Modeling Long-Tail Relations in the Operating Room via In-Context Multimodal Learning
Abstract
Operating room (OR) scene graph generation (SGG) enables holistic modeling of OR domains by encoding interactions among medical staff, tools, and equipment as triplet-based structured scene graphs. Although existing OR SGG methods demonstrate satisfactory overall performance, they exhibit substantially lower accuracy on long-tail categories compared to head categories in OR data. We introduce SGG-ICL, a novel framework that represents the first attempt to address the long-tail problem in OR SGG by leveraging in-context learning (ICL). SGG-ICL first identifies long-tail samples via an Adaptive Router module and selectively applies ICL only to these samples. This selective routing strategy enhances performance on long-tail categories without degrading head-category accuracy.

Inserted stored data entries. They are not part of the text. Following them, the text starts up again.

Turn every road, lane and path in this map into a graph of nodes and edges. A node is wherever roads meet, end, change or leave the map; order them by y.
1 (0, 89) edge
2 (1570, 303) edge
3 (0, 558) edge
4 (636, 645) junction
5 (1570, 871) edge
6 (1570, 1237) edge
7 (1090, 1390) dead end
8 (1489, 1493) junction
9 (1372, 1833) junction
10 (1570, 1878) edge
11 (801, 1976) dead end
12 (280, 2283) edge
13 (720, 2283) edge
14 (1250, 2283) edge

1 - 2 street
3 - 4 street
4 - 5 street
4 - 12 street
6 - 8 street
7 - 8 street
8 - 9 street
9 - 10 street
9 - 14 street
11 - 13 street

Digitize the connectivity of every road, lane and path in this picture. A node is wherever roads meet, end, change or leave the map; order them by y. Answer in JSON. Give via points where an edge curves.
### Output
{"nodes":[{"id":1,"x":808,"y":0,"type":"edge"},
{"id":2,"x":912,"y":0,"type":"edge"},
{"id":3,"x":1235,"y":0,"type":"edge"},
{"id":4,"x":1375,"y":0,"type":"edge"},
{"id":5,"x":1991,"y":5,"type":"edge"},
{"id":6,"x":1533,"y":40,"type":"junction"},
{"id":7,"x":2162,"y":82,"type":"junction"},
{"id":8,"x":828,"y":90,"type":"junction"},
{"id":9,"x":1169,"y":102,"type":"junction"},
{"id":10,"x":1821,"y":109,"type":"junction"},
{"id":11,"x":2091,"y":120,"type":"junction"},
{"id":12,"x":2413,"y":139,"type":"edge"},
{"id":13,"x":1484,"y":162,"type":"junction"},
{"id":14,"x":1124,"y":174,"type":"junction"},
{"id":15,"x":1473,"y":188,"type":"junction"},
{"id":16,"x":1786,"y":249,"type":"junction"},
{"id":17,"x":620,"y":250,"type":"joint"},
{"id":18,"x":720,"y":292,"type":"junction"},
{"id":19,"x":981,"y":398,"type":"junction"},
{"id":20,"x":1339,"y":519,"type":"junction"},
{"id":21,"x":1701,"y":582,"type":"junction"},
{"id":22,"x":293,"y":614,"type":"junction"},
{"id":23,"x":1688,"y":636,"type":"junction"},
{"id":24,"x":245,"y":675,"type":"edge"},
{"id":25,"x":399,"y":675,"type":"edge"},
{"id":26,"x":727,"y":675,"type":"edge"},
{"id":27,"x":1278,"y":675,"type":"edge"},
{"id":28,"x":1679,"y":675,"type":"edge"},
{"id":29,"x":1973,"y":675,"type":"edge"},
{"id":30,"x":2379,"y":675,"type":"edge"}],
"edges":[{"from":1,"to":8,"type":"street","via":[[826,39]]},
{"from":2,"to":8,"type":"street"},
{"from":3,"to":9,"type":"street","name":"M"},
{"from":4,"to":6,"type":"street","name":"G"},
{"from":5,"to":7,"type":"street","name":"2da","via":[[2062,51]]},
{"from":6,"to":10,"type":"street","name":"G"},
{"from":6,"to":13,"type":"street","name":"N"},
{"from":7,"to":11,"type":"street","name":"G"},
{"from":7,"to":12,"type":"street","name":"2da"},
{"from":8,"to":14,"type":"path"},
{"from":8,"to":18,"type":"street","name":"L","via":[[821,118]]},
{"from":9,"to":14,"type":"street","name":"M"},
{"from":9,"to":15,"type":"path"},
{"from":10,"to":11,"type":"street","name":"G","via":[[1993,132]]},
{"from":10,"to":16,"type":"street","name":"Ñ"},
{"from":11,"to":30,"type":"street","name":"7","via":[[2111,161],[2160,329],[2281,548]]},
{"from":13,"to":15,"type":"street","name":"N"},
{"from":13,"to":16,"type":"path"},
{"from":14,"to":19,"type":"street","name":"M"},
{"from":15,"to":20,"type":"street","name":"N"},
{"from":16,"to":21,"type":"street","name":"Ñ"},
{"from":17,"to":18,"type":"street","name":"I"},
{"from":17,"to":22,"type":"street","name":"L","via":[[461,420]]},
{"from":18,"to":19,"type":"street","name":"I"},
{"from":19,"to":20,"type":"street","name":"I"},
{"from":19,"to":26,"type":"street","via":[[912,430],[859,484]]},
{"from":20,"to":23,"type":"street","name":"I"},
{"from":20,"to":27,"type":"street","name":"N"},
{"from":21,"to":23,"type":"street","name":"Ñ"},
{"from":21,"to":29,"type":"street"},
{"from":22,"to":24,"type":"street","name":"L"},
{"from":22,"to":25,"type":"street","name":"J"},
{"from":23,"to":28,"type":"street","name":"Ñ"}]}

Subsequently, SGG-ICL constructs a candidate pool through multimodal retrieval and then employs a trained MLLM Reranker to re-rank the candidates, selecting the most similar examples to the test sample for ICL. The reranker is supervised by IoU scores derived from annotated SGG triplets and exploits rich multimodal information to estimate pairwise sample similarity. Experimental results show that SGG-ICL improves accuracy on long-tail categories by 6.9%, while also achieving a 2.6% improvement in overall accuracy.